Sarah Nixon, whose floral service is called, appropriately, My Luscious Backyard. Photo by Aaron Harris.
Local bouquets offer rarer, pesticide-free blooms
By Katie Hewitt
Globe and Mail
Aug. 27, 2010
Excerpts:
In Vancouver, Megan Branson of Olla Urban Flower Project maintains at least three backyard flower farms, from which she and partner Dionne Finch source dahlias, rudbeckia, giant sunflowers and even winter blooms such as Christmas roses. Constantly on the lookout for beautiful material, they also sometimes knock on doors to acquire blooms, approaching gardeners with particularly fecund inner-city plots.

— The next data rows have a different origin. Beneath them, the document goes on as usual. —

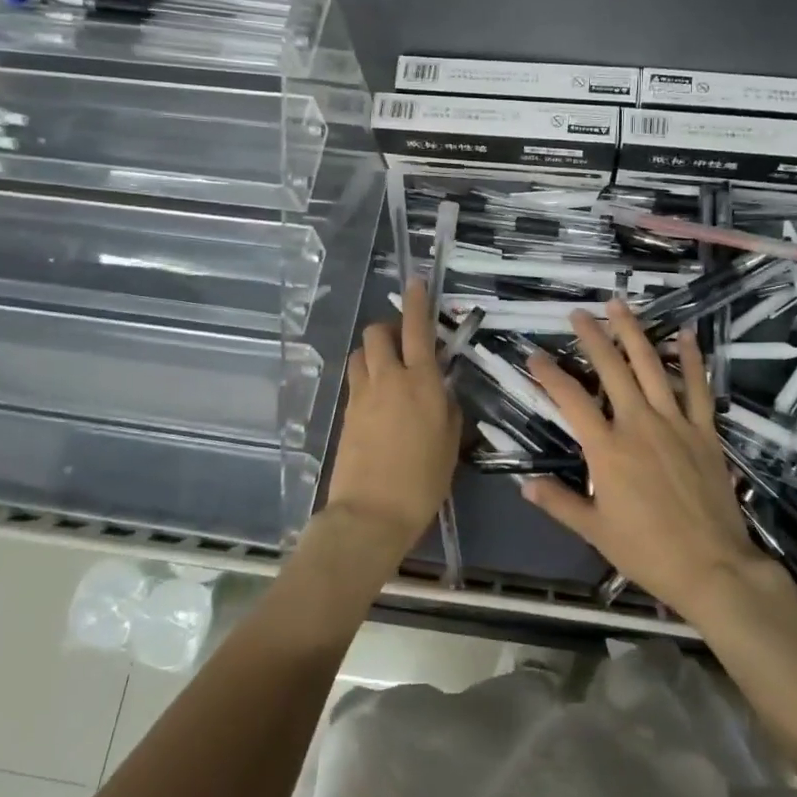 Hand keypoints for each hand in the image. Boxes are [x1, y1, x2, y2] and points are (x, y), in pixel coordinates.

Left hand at [321, 279, 463, 559]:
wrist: (371, 514)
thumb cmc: (423, 481)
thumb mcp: (450, 443)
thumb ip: (448, 408)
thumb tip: (441, 391)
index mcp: (422, 383)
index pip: (417, 329)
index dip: (418, 302)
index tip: (417, 283)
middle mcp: (389, 379)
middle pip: (377, 333)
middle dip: (388, 328)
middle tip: (404, 343)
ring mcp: (362, 395)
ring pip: (360, 354)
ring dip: (373, 352)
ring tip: (389, 370)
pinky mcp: (346, 413)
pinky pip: (356, 381)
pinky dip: (367, 377)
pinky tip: (379, 399)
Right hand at [521, 300, 761, 617]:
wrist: (711, 567)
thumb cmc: (647, 551)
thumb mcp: (594, 530)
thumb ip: (559, 502)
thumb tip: (525, 484)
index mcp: (607, 449)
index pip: (570, 400)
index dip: (549, 374)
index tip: (534, 355)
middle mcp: (638, 424)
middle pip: (611, 369)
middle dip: (592, 337)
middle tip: (578, 314)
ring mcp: (675, 423)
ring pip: (651, 367)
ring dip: (633, 333)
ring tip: (619, 306)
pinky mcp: (704, 431)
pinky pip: (697, 387)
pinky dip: (691, 359)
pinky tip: (684, 334) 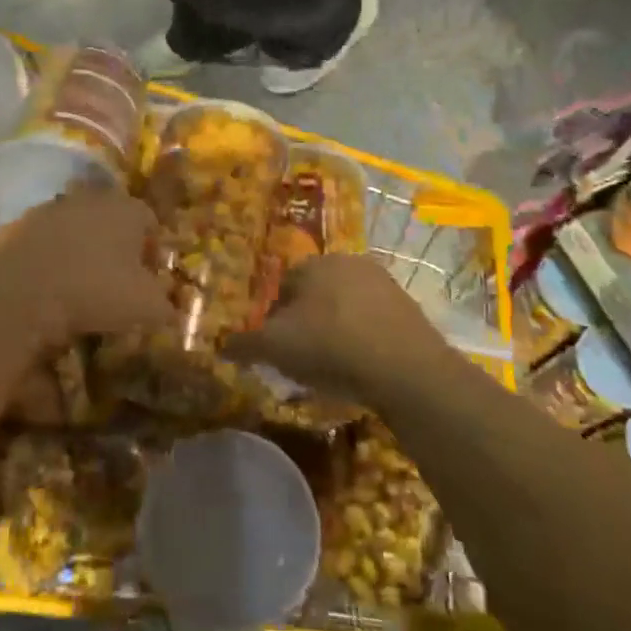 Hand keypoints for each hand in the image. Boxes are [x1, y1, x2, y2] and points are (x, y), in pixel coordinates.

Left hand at [0, 187, 174, 370]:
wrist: (20, 292)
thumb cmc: (95, 291)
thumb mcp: (145, 307)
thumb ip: (165, 306)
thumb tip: (170, 310)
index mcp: (128, 209)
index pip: (150, 223)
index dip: (153, 251)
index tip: (149, 280)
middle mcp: (92, 199)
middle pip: (112, 220)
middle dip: (117, 247)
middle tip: (116, 282)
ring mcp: (52, 208)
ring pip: (77, 228)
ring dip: (81, 250)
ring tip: (79, 287)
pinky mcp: (19, 225)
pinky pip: (45, 241)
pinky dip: (50, 258)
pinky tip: (48, 287)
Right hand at [220, 254, 454, 406]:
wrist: (405, 368)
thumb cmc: (330, 346)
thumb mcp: (276, 348)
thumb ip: (245, 344)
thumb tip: (221, 345)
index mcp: (314, 263)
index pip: (284, 284)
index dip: (276, 315)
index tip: (277, 345)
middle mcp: (348, 262)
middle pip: (317, 291)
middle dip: (308, 319)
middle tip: (304, 355)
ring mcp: (383, 283)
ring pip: (347, 304)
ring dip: (338, 327)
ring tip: (334, 365)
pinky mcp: (409, 307)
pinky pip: (375, 320)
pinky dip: (365, 338)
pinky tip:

“Think big flowering hydrangeas with 250 blooms,” Branson says of an especially successful haul. Olla buys its flowers from gardeners at market prices and uses them in arrangements inspired by ikebana, the Japanese art of flower design. This summer, Branson and Finch opened a new boutique in the Gastown area of Vancouver. Branson calls the city “lotus land, with a four-season wedding climate.”

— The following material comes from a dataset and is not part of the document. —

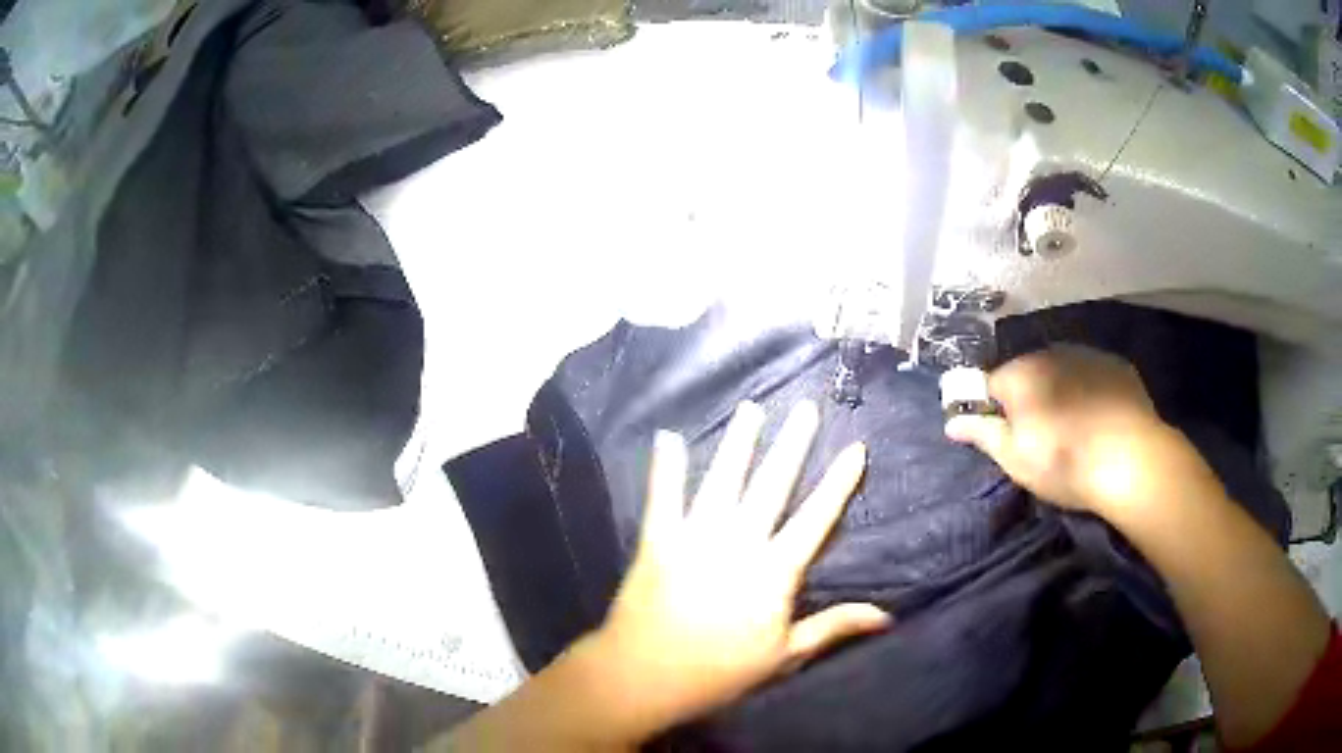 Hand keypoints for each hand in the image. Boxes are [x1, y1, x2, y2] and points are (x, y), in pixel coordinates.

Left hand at [589, 400, 889, 737]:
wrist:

Indeed, both Olla and My Luscious Backyard have had many brides-to-be as clients, although her services, Nixon cautions, aren’t for control freaks, who must understand that her designs are at the mercy of Mother Nature.
Mike Levenston of City Farmer, a non-profit website for urban veggie growers, cites one of his Vancouver neighbours, a Greek immigrant named Mrs. Gallos, as a pioneer in this area.
For 15 years, he says, Mrs. Gallos, who spoke little English, also sold flowers she grew in her garden, leaving unattended Mason jars full of blooms on her front lawn along with signs listing prices.
“She was ‘the flower lady’ long before urban agriculture came around,” Levenston says, recalling her moniker in the neighbourhood.
Just this summer, Mrs. Gallos passed away at 89 after suffering a stroke while tending to her flowers.
“Gardening to her last day,” Levenston says.